RECORDED INFORMATION:
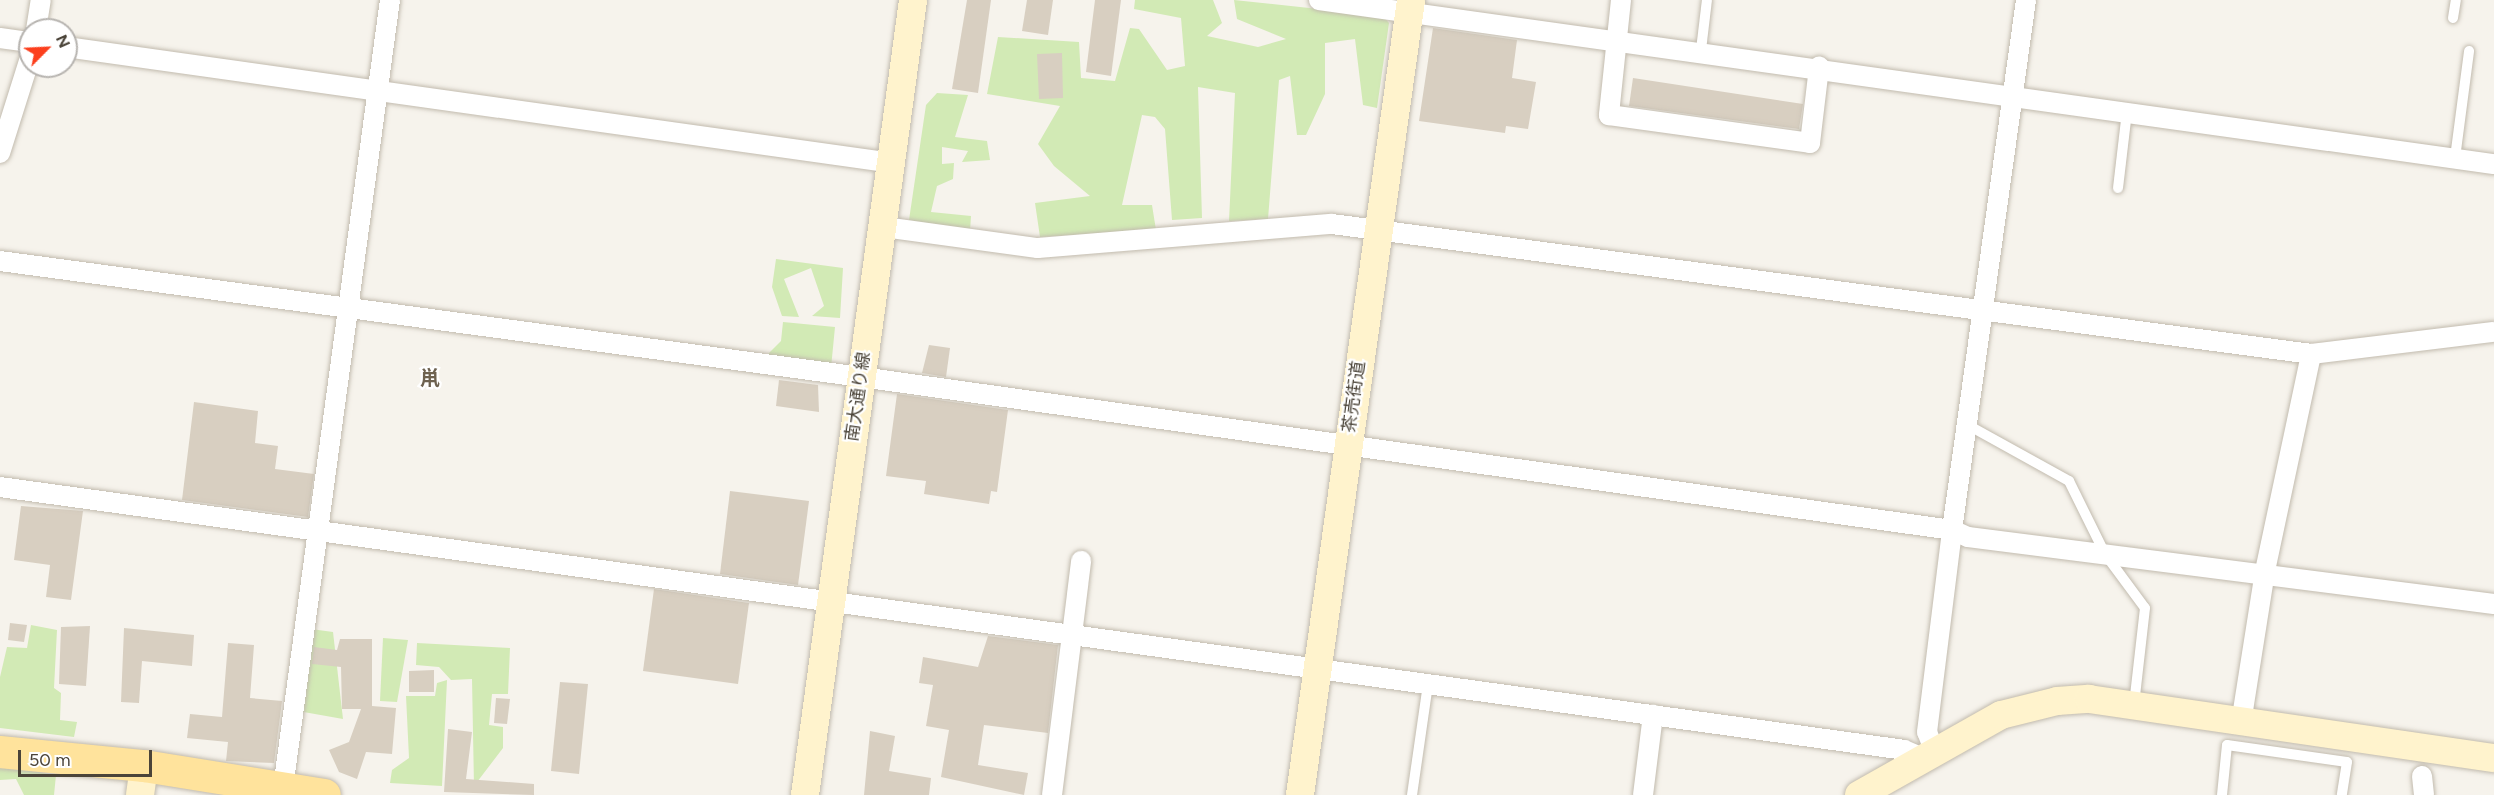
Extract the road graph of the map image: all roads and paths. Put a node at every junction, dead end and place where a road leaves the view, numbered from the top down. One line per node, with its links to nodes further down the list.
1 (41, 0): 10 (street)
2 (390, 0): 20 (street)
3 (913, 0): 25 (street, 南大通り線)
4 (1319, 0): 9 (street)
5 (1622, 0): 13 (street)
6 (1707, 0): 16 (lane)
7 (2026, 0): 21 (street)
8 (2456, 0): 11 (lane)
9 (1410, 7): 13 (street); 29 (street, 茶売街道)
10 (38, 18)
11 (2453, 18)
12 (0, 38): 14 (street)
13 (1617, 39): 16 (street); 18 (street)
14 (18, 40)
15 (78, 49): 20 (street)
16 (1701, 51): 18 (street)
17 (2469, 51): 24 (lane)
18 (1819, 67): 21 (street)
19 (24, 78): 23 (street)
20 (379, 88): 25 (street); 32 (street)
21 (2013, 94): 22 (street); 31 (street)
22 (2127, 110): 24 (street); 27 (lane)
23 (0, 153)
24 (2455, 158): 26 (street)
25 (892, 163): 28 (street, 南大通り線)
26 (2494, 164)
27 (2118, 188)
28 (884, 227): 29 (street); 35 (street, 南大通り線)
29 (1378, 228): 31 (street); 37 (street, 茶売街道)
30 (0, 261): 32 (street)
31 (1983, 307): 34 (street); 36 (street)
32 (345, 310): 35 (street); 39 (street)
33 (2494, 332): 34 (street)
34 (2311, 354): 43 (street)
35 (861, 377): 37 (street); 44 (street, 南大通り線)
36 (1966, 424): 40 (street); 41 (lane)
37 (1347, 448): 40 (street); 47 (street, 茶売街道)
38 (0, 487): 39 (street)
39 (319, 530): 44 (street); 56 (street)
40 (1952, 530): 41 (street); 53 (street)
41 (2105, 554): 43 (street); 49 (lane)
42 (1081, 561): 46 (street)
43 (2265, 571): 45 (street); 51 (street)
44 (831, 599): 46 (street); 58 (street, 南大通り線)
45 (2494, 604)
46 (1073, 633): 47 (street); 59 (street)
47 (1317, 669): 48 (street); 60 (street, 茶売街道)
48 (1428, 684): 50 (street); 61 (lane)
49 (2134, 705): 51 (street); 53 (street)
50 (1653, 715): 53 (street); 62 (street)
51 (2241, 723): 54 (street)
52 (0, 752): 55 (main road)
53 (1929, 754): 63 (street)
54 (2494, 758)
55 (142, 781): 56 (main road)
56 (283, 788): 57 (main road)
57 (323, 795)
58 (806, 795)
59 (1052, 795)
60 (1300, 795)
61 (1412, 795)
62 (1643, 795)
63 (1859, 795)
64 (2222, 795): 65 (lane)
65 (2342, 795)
---
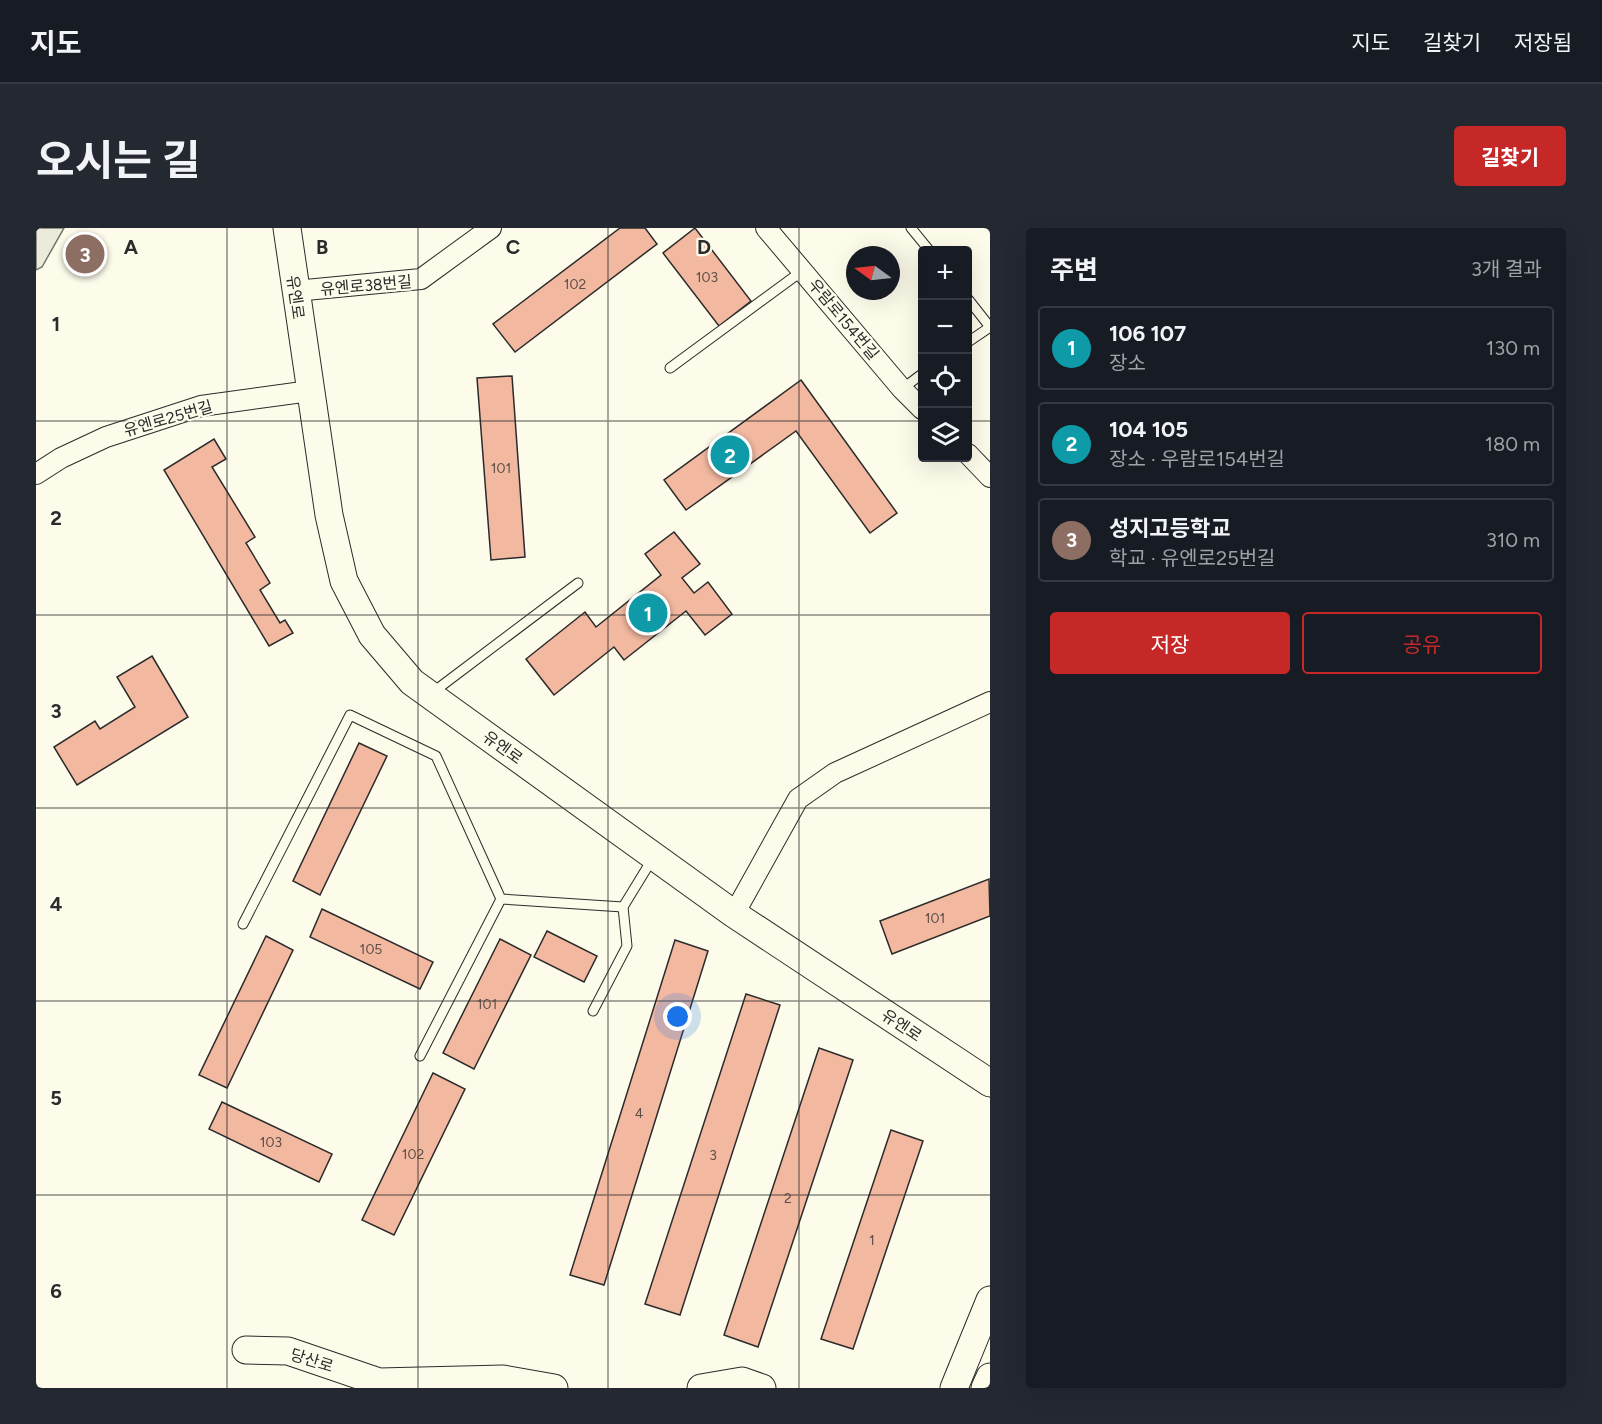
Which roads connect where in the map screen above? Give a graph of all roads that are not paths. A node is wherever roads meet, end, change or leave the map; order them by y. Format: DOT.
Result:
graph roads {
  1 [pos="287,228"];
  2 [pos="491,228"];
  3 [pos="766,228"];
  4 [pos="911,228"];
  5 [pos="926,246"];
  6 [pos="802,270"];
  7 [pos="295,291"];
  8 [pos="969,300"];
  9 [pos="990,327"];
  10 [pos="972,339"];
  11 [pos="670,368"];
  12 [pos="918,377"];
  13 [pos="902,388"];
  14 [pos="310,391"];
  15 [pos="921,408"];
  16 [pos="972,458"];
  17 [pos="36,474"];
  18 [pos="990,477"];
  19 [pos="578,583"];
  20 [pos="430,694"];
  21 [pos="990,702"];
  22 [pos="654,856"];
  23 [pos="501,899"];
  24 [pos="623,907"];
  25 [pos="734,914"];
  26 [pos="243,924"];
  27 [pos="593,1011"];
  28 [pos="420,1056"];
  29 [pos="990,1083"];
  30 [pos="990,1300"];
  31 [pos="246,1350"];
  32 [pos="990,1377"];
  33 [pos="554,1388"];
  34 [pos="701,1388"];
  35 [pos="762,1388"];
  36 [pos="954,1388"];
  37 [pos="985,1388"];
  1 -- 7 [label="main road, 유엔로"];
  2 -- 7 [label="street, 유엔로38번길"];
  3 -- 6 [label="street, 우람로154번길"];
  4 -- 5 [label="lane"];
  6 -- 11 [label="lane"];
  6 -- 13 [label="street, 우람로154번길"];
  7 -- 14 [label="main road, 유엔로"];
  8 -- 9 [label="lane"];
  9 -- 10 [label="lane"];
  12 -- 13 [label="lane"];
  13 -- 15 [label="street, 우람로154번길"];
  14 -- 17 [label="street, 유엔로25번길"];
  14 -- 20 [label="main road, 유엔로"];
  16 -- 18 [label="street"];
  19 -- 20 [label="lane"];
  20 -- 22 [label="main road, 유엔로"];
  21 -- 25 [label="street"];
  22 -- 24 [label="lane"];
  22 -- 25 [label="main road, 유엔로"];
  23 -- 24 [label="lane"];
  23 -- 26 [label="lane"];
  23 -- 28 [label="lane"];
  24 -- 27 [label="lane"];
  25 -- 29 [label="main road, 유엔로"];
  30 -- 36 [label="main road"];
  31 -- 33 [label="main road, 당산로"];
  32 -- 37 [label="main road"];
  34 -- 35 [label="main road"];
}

TASK DETAILS:
From the material above, please return each line containing "where".

EXERCISE SOLUTION:
Extract the road graph of the map image: all roads and paths. Put a node at every junction, dead end and place where a road leaves the view, numbered from the top down. One line per node, with its links to nodes further down the list.
Which roads connect where in the map screen above? Give a graph of all roads that are not paths. A node is wherever roads meet, end, change or leave the map; order them by y. Format: DOT.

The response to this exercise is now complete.